_Provided records_
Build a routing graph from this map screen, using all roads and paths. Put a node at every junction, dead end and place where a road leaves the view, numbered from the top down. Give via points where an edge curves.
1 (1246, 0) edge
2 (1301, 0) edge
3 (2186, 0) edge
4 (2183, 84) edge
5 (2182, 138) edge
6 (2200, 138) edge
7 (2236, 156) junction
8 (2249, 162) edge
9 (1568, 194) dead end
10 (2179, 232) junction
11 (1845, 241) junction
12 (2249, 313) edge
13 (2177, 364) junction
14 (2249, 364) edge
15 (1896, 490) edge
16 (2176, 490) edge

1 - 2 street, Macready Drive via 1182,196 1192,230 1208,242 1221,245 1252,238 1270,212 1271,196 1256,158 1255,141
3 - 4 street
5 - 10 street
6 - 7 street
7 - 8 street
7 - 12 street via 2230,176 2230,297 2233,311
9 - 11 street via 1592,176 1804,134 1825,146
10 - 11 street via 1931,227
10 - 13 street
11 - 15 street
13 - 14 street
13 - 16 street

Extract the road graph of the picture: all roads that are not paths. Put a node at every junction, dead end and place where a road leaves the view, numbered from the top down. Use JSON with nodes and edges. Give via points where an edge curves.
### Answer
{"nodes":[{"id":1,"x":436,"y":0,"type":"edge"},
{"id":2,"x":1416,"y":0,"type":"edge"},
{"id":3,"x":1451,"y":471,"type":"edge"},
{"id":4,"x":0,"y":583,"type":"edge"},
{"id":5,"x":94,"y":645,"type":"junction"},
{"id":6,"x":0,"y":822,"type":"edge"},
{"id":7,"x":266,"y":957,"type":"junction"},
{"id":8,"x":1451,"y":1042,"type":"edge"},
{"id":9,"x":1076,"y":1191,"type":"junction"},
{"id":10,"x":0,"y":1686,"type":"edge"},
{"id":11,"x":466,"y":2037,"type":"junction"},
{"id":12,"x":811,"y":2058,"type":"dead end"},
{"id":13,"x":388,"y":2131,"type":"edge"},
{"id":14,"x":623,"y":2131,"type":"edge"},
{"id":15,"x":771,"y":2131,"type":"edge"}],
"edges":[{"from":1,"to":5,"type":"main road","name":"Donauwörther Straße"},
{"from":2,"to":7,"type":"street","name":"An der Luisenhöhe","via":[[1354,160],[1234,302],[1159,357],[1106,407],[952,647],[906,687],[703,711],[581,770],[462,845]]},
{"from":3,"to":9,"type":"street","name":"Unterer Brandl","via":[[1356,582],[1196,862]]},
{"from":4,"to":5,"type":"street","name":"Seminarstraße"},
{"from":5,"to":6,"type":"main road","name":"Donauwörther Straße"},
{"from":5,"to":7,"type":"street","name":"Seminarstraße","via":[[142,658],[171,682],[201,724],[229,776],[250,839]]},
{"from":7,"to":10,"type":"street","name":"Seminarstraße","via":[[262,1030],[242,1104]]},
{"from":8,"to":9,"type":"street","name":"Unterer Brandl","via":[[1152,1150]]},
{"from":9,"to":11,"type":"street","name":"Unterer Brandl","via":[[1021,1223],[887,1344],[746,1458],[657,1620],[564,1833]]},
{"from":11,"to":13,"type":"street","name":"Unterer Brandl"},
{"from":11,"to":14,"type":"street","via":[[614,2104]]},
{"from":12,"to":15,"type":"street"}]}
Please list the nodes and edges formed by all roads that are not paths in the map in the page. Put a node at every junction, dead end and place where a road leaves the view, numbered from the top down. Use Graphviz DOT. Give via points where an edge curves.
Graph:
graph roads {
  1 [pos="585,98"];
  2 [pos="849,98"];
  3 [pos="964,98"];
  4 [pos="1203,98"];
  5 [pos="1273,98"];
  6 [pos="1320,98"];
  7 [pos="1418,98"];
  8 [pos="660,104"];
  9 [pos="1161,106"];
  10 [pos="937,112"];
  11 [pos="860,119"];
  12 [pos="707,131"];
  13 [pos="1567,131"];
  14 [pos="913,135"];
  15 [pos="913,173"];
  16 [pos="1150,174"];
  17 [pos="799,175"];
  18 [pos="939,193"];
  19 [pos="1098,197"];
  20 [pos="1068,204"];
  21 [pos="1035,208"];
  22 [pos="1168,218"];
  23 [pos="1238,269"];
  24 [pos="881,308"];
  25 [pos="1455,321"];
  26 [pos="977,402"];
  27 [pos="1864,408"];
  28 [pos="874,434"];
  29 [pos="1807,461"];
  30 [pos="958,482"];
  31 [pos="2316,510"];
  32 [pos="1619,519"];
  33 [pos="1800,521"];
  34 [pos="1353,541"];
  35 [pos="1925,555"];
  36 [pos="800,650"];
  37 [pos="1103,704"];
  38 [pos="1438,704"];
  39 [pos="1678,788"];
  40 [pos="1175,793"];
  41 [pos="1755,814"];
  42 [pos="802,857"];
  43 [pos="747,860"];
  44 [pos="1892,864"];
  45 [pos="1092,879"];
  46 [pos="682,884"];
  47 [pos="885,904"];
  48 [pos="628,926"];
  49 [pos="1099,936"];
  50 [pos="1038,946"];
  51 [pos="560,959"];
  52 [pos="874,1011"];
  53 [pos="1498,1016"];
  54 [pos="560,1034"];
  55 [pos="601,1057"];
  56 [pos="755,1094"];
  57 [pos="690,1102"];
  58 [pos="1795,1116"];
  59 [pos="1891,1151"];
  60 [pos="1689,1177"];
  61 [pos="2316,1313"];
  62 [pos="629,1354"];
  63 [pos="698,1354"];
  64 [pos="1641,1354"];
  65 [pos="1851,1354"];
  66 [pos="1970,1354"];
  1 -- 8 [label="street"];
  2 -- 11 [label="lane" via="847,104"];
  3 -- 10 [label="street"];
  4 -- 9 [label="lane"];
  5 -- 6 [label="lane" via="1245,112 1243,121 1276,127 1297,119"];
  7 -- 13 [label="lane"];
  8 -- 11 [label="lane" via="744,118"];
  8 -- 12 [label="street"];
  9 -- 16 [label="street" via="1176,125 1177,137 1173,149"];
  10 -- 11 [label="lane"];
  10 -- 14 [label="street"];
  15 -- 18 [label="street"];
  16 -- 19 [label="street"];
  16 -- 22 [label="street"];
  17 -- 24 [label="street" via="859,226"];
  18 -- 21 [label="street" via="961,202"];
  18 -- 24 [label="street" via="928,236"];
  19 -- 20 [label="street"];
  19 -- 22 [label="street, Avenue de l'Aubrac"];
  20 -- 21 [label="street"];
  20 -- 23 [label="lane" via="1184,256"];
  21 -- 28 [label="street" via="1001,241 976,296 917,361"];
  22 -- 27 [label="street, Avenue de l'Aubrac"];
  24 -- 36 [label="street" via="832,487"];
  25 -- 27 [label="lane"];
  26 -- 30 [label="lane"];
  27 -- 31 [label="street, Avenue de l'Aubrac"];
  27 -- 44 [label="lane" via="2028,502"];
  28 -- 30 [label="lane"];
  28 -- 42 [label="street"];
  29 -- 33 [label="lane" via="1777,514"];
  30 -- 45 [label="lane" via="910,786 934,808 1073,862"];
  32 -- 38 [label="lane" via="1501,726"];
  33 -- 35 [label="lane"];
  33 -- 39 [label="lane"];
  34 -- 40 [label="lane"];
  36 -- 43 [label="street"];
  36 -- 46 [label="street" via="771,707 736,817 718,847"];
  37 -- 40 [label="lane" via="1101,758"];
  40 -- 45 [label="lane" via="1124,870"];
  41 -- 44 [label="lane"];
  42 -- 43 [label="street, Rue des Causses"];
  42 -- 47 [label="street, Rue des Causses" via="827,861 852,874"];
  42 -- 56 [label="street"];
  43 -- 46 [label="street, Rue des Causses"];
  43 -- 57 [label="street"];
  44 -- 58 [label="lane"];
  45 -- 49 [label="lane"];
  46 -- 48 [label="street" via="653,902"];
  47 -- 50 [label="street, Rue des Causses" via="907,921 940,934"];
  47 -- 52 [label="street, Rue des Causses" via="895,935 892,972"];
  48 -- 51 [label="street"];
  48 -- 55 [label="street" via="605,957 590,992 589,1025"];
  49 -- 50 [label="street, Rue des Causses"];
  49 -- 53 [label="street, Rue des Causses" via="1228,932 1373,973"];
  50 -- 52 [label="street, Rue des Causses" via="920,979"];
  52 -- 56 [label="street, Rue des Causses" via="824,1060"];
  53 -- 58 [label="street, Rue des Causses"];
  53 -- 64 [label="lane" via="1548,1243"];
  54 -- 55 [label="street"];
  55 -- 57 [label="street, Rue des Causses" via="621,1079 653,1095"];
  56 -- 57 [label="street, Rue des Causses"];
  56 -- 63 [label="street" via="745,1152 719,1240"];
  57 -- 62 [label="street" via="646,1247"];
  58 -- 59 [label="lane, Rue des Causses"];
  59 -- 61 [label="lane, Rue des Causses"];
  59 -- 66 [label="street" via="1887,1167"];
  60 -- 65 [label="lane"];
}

_Activity_
Using the listing above, show every line that includes the string "Aubrac".

_Output for this task_
  19 -- 22 [label="street, Avenue de l'Aubrac"];
  22 -- 27 [label="street, Avenue de l'Aubrac"];
  27 -- 31 [label="street, Avenue de l'Aubrac"];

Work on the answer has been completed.